_Exercise goal_. Say how many lines in the material below hold the word "Rákóczi", and say nothing else.

_Extracted entries_.
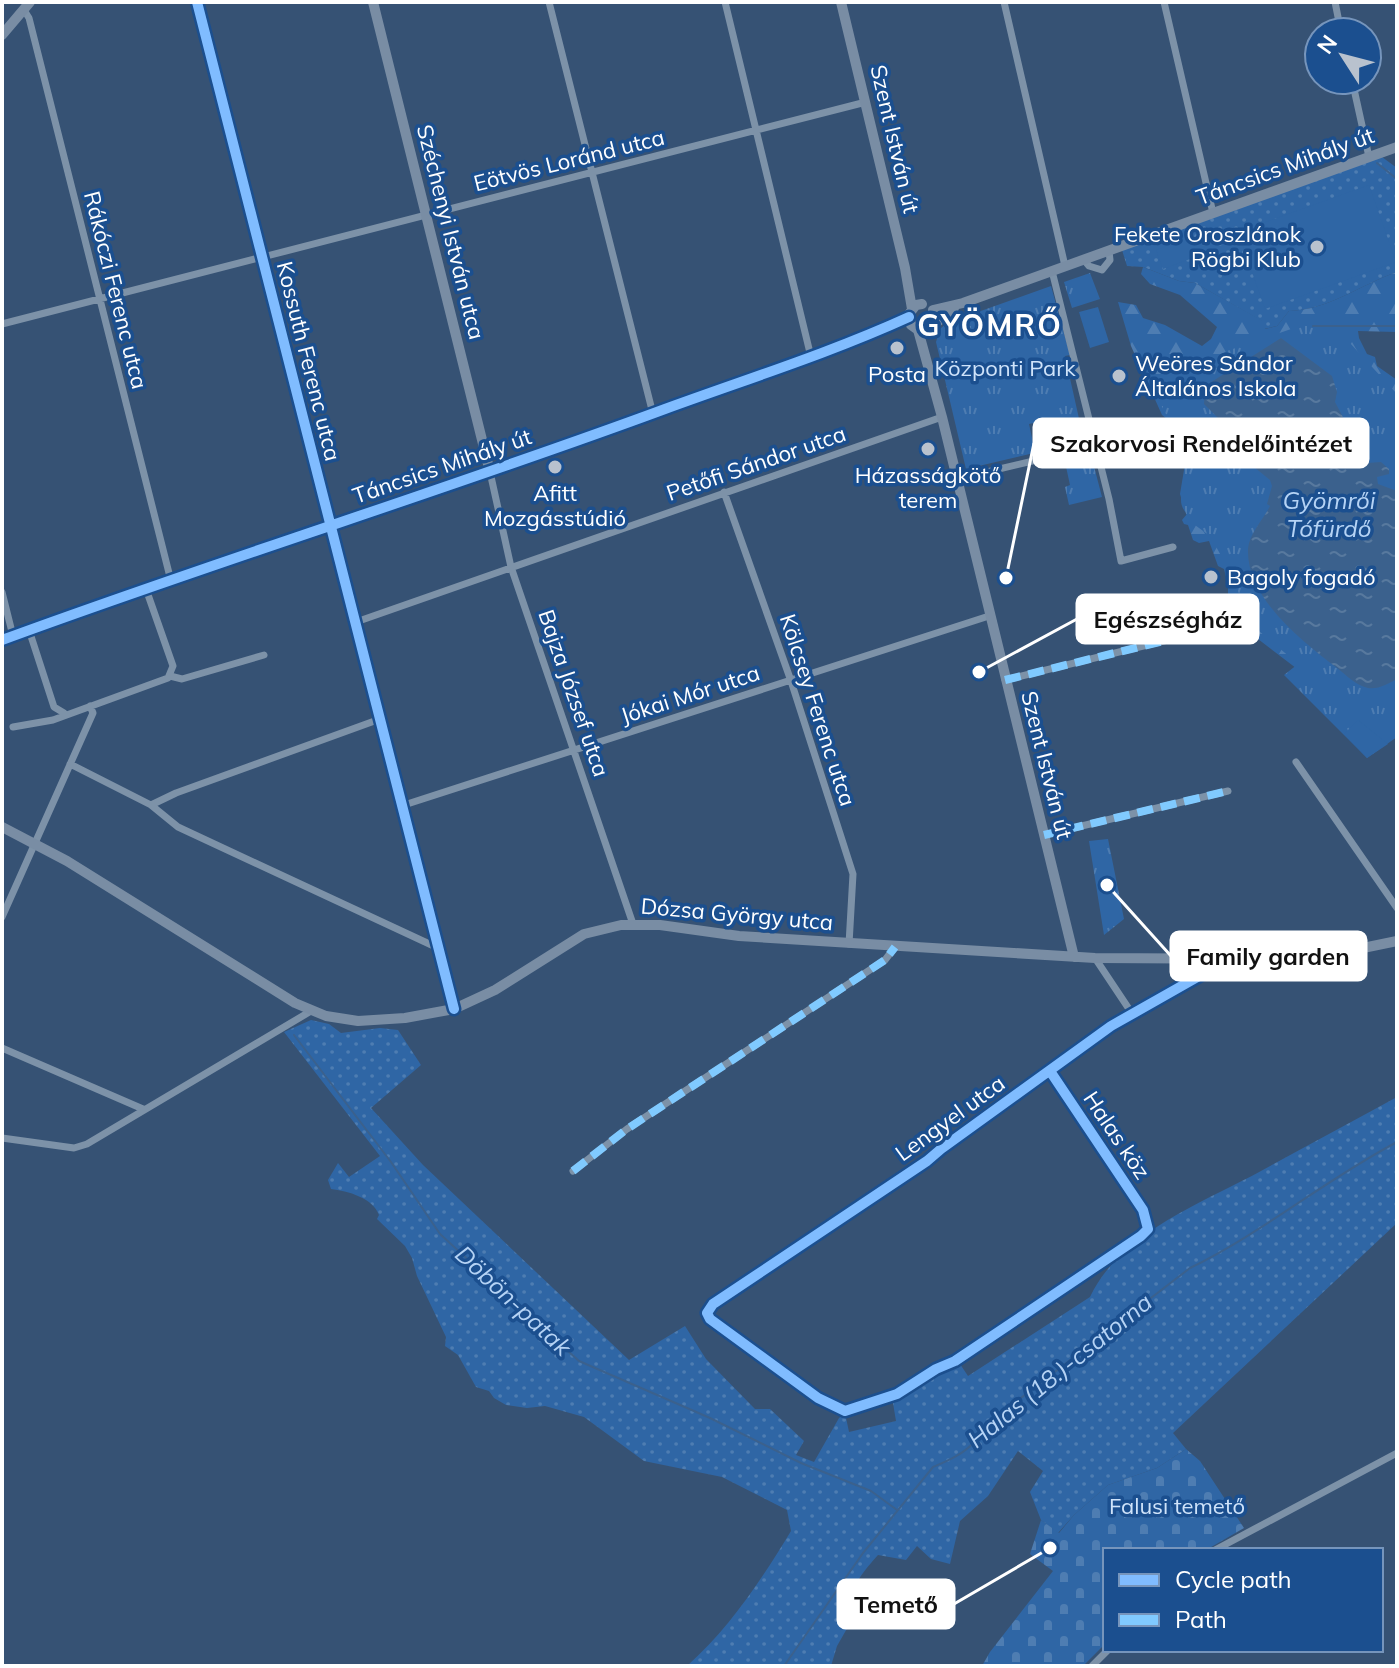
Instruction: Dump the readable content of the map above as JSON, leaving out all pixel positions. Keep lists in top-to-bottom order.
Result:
{
  "streets": {
    "street": [
      "Szent István út",
      "Eötvös Loránd utca",
      "Táncsics Mihály út",
      "Széchenyi István utca",
      "Rákóczi Ferenc utca",
      "Kossuth Ferenc utca",
      "Petőfi Sándor utca",
      "Bajza József utca",
      "Jókai Mór utca",
      "Kölcsey Ferenc utca",
      "Dózsa György utca",
      "Lengyel utca",
      "Halas köz"
    ]
  },
  "crossings": [
    ["Szent István út", "Eötvös Loránd utca"],
    ["Szent István út", "Táncsics Mihály út"],
    ["Szent István út", "Petőfi Sándor utca"],
    ["Szent István út", "Jókai Mór utca"],
    ["Szent István út", "Dózsa György utca"],
    ["Eötvös Loránd utca", "Széchenyi István utca"],
    ["Eötvös Loránd utca", "Rákóczi Ferenc utca"],
    ["Eötvös Loránd utca", "Kossuth Ferenc utca"],
    ["Táncsics Mihály út", "Széchenyi István utca"],
    ["Táncsics Mihály út", "Rákóczi Ferenc utca"],
    ["Táncsics Mihály út", "Kossuth Ferenc utca"],
    ["Táncsics Mihály út", "Bajza József utca"],
    ["Széchenyi István utca", "Bajza József utca"],
    ["Kossuth Ferenc utca", "Petőfi Sándor utca"],
    ["Kossuth Ferenc utca", "Jókai Mór utca"],
    ["Kossuth Ferenc utca", "Dózsa György utca"],
    ["Petőfi Sándor utca", "Bajza József utca"],
    ["Petőfi Sándor utca", "Kölcsey Ferenc utca"],
    ["Bajza József utca", "Jókai Mór utca"],
    ["Bajza József utca", "Dózsa György utca"],
    ["Jókai Mór utca", "Kölcsey Ferenc utca"],
    ["Kölcsey Ferenc utca", "Dózsa György utca"],
    ["Dózsa György utca", "Lengyel utca"],
    ["Lengyel utca", "Halas köz"]
  ],
  "districts": ["GYÖMRŐ"],
  "water": ["Gyömrői Tófürdő", "Döbön-patak", "Halas (18.)-csatorna"],
  "parks": ["Központi Park", "Falusi temető"],
  "places": [
    "Fekete Oroszlánok Rögbi Klub",
    "Posta",
    "Weöres Sándor Általános Iskola",
    "Házasságkötő terem",
    "Afitt Mozgásstúdió",
    "Bagoly fogadó",
    "Szakorvosi Rendelőintézet",
    "Egészségház",
    "Family garden",
    "Temető"
  ],
  "legend": ["Cycle path", "Path"],
  "north": "top left"
}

_Solution to the problem_. 3